[Start of Attachment]
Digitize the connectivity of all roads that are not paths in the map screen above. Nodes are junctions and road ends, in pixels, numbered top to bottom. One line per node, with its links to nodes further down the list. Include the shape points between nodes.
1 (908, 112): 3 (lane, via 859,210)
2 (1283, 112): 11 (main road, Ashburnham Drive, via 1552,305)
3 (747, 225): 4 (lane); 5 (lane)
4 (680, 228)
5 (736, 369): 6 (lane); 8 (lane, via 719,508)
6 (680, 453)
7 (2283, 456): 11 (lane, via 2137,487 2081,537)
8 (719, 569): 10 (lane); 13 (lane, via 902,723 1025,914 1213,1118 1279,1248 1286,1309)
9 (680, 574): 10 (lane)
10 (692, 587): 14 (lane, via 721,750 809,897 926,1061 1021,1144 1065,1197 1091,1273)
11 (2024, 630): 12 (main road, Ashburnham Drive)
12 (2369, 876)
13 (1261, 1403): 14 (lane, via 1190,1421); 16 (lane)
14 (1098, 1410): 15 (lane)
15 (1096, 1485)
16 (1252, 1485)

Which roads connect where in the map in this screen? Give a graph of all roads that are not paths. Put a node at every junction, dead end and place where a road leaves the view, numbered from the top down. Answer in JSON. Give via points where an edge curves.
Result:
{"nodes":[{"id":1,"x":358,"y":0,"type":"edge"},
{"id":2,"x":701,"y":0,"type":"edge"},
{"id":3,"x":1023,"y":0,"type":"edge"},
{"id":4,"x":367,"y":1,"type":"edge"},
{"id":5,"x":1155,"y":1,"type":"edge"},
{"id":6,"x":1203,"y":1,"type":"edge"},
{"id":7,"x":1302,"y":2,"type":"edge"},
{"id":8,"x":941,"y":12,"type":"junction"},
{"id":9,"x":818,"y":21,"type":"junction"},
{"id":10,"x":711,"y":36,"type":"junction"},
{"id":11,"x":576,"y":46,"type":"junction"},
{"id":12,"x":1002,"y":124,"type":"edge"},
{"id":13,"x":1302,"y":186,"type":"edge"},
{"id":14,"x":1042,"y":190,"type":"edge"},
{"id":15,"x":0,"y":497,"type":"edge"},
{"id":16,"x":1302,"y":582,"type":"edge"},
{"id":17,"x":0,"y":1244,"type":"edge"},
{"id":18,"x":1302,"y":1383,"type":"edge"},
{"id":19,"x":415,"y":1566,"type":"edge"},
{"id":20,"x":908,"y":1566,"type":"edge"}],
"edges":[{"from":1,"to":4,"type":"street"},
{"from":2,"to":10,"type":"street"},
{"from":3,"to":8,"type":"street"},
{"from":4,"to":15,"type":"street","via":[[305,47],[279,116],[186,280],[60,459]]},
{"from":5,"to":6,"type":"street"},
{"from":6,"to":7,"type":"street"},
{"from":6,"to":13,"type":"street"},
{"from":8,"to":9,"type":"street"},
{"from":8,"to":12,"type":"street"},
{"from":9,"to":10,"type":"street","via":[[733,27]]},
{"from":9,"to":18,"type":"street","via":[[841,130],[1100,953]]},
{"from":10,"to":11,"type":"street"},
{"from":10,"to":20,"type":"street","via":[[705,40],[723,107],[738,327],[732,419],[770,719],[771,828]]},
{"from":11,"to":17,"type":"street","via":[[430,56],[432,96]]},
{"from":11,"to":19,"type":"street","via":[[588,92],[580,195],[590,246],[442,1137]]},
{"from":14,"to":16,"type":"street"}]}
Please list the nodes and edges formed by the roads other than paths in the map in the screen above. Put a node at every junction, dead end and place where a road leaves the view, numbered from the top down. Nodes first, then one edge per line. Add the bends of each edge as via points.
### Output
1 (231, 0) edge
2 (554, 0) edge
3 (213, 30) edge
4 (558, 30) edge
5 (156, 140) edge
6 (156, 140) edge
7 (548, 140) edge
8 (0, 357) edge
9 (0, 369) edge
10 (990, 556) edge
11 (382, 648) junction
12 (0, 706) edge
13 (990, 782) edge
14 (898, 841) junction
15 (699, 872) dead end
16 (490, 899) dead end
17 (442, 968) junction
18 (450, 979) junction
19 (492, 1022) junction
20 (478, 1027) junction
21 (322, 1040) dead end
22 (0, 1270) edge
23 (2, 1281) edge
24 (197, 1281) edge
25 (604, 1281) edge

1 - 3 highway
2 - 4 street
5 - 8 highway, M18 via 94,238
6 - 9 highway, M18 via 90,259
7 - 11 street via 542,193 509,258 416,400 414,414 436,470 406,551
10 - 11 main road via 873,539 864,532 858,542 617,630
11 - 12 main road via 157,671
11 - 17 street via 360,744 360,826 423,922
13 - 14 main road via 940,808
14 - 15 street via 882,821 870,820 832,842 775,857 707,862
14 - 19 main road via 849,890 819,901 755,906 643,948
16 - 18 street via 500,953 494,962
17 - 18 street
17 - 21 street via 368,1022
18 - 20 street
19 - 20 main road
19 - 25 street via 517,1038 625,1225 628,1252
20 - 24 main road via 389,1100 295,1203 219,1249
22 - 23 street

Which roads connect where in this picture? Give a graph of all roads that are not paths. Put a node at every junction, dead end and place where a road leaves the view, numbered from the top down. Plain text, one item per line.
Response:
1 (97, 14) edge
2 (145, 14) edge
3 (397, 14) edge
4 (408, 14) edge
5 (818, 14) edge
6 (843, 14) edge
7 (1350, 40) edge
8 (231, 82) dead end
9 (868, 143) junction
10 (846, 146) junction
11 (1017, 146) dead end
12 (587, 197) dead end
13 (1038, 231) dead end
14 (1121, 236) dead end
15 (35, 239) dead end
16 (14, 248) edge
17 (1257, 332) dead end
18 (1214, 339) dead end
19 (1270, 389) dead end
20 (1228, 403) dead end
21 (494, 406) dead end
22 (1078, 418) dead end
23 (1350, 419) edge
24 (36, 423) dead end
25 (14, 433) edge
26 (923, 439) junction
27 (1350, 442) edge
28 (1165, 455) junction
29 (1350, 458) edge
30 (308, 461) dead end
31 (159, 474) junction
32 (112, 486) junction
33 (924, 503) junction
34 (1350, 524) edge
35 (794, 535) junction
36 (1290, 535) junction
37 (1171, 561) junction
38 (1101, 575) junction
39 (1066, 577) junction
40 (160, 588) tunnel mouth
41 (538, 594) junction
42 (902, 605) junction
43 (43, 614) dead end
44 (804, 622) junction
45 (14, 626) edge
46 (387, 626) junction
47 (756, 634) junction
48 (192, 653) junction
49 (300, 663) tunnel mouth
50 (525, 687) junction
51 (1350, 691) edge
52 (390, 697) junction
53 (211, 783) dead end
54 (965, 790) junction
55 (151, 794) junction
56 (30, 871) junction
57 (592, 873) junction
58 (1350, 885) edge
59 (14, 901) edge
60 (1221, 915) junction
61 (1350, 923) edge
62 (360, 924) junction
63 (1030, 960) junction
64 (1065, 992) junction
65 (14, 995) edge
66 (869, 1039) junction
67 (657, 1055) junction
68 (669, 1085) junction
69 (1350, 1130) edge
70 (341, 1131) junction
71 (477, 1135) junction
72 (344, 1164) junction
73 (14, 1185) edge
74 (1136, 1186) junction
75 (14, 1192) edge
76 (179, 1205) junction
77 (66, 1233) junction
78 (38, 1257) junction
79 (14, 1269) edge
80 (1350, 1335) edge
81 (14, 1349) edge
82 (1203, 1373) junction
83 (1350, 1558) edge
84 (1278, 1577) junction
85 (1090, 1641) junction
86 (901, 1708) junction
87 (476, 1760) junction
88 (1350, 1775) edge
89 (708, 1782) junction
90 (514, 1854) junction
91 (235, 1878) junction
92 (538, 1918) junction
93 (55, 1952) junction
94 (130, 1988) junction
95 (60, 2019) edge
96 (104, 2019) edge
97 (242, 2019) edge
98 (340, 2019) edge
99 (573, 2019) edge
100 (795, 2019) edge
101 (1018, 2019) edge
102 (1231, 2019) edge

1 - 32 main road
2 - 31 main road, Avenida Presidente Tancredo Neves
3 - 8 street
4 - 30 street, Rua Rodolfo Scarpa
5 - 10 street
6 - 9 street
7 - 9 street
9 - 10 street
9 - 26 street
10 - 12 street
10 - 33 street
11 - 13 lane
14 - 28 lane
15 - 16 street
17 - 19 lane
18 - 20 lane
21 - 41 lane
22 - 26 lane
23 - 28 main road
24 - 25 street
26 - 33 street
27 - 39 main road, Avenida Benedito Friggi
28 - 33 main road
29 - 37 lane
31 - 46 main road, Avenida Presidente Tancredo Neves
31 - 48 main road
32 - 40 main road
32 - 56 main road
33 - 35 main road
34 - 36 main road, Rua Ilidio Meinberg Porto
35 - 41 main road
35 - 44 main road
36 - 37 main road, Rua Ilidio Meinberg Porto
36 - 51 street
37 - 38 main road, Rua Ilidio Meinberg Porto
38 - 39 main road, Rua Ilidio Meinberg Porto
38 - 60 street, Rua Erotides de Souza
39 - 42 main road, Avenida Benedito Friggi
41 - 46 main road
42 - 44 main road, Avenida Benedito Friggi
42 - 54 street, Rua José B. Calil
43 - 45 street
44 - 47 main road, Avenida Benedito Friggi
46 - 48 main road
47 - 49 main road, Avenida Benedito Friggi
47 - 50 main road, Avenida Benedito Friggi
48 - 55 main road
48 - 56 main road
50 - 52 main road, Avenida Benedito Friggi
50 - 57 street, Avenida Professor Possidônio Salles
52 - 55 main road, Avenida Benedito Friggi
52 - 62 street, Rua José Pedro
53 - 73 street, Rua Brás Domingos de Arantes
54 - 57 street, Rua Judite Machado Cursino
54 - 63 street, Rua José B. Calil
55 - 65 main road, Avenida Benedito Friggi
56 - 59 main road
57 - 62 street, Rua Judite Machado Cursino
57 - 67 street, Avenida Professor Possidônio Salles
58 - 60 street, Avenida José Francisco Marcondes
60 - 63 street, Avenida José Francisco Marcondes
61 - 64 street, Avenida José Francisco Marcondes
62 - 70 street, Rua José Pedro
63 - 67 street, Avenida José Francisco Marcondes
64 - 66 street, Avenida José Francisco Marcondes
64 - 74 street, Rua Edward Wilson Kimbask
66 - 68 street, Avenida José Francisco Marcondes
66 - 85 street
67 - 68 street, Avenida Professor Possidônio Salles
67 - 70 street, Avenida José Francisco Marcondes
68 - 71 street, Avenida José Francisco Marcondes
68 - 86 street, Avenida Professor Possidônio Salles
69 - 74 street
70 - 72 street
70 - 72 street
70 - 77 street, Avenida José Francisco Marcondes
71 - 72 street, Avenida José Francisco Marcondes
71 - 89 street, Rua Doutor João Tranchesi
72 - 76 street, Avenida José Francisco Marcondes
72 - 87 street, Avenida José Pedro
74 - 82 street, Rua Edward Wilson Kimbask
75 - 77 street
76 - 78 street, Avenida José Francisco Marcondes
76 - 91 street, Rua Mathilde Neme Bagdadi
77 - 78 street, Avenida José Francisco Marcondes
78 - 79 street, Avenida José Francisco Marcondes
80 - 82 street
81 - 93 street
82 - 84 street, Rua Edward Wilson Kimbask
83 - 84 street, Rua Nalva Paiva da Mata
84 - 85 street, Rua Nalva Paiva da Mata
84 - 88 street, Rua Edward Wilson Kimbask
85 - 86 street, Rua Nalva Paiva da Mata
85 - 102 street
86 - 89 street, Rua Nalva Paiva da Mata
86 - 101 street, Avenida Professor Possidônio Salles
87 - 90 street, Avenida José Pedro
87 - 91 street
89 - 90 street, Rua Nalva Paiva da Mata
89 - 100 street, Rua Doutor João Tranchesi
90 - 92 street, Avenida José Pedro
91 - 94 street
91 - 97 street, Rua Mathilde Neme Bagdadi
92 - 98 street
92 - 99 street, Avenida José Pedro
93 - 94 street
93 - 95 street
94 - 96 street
[End of Attachment]
**WHAT THE TASK ASKS**
Take each line in the listing that has the word "Neves" and copy it.

**ANSWER SPACE**
2 - 31 main road, Avenida Presidente Tancredo Neves
31 - 46 main road, Avenida Presidente Tancredo Neves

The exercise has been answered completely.